Кончил Латин, и ему в ответ Ильоней возражает:
«Царь, о потомок Фавна прекрасный! Не чёрная буря,
Нас по волнам разметавши, пригнала к вашим владеньям,
И не светило, пути указатель, нас обмануло:
С целью и все добровольно мы в этот прибыли город,
Славного царства лишившись; едва ли подобное царство
Феб освещал, когда, встающий над дальним Олимпом,
Род наш от Зевса идёт; и Зевсом дарданское племя
Предком гордится; сам царь наш от Зевса высокого рода,
Сам трояиский Эней послал к твоему нас порогу.
Что за гроза от жестоких Мицен налетев, поразила
Нивы троян, и какие судьбы на брань ополчили
Оба вселенной конца, — Европу на Азию двинув, —
Знает и тот, кого океан отделяет далёкий;
Знает и тот, кто живёт в стране неприязненной мира,
В поясе знойном земли, между четырьмя поясами.
Мы, от потопа того убегая, по стольким пучинам
Бурей гонимые, просим убежища нашим пенатам,
А для себя уголка у берега этого моря:
Воздух и воды созданы богом для всех безразлично.
В царство твоё не внесём мы стыда, но блеск увеличим
Славы твоей, и будем за подвиг такой благодарны;
Не пожалеешь, что принял троян под авзонские кровы.
Роком Энея клянусь и его могучей десницей,
В верности ль кто испытал его, иль в брани с врагами,
Много народов и много племён (оставь удивляться,
Что принесли мы тебе и мирные ленты и речи.)
С нами желали вступить в союз и тесную дружбу,
Воля богов принудила нас своим повеленьем
Ваших владений искать.

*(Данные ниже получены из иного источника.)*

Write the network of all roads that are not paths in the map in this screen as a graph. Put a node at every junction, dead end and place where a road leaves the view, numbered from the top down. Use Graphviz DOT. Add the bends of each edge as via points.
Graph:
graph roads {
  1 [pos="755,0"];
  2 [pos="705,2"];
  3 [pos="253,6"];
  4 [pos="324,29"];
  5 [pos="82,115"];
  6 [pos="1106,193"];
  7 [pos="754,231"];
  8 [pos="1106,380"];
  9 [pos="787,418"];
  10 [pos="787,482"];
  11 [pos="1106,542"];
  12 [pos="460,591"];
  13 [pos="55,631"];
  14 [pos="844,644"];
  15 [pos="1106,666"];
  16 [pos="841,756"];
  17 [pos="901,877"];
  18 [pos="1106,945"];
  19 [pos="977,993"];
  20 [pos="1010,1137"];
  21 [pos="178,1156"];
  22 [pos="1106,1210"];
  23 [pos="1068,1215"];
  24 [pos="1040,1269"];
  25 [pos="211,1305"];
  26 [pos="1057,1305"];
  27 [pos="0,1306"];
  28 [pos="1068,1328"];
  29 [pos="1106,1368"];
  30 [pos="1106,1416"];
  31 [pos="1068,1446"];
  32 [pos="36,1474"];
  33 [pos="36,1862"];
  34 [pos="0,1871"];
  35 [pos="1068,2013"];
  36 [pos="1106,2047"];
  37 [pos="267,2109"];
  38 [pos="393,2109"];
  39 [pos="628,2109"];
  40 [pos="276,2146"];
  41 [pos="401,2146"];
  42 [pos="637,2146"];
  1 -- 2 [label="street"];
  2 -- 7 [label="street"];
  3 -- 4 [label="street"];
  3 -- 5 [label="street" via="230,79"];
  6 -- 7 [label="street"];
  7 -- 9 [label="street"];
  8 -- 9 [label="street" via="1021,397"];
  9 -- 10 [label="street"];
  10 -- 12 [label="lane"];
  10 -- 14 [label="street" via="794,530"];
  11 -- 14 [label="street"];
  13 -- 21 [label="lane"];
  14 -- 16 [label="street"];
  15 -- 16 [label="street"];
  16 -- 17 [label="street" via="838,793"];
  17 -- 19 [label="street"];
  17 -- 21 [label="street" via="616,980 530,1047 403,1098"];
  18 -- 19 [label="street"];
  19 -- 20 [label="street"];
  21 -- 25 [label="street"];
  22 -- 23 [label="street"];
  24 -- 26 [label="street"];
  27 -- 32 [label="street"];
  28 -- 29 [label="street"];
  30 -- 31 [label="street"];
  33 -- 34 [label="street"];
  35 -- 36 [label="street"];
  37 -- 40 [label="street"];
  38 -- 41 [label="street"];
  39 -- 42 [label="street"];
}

Вышедший Дардан отсюда
Вновь обратился в те страны, и Феб нас веленьем великим
Нудит к тирренскому Тибру и к водам священным Нумика
Царь посылает тебе от прежних сокровищь богатых
Скромный дар, спасённый из пеплов пылающей Трои.
Этим из золота кубком старец Анхиз возлиянья
Делал на жертвенник. Вот украшенье Приама, в котором
Суд и расправу народам давал: вот царственный скипетр,
Вот и тиара, а вот рукоделье троянок — одежда.»

Так говорил Ильоней, а Латин, потупивший долу
Лик свой держит, к земле устремив неподвижно, и только
Взором поводит: его занимает не золотом шитый
Пурпур; не столько скипетр приамов его занимаеть,
Сколько дочери брак и судьба к раздумью приводит,
Сколько его занимает ответ родителя Фавна.
Думает он: так вот тот муж, которому роком
Из чужеземных стран приплыть суждено, и который
Призван и власть и престол разделить; он будет началом
Славного рода героев, владык покорителей мира.
И говорить наконец: «да будет с моим начинаньем
Благословенье богов, да исполнится их предвещанье.
Я принимаю дары. И желанье твоё, о трояниец,
Будет исполнено. Вам же, доколе Латин на престоле,
Будут и нив плодородных плоды и Трои богатства.
Только сам Эней (когда так сильно желанье
С нами в дружбу войти и союзником нашим назваться)
Пусть прибудет и не убоится дружеских взоров.
Руку царёву пожать — мне будет мира залогом.
Вы же царю отнесите теперь мои порученья:
Есть у меня уж взрослая дочь; но мне воспрещают
Выдать её за латинского мужа отцовский оракул
И чудеса небесных явлений: они предвещают,
Что из далёкой страны придут чужеземные мужи,
В царстве моём поселятся и кровью до звезд возвеличат
Имя моё. Об этом-то муже судьба мне вещает.
Думаю я, и если мне чувства не лгут, то желаю.»

Так сказав, он в дар для троян когей избирает:
Триста прекрасных коней стояли у яслей высоких.
Тотчас для всех троян скакунов быстроногих выводят:
Пурпуром ярким попоны горят и цветными коврами.
С грудей спускаясь, у них украшенья висят золотые;
Золотом кони блестят и грызут золотые удила.
А для Энея в дар колесницу и пару ретивых,
Дивной воздушной породы, ноздрями метаюших пламя, —
Той знаменитой породы коней, которых Цирцея,
Тайно похитив в дедаловом стаде, свела с кобылицей
И получила от случки такой прекрасное племя.
Так одарённые тевкры, конями красуясь, обратно
Едут кь Энею, привозят и мир и латиновы речи.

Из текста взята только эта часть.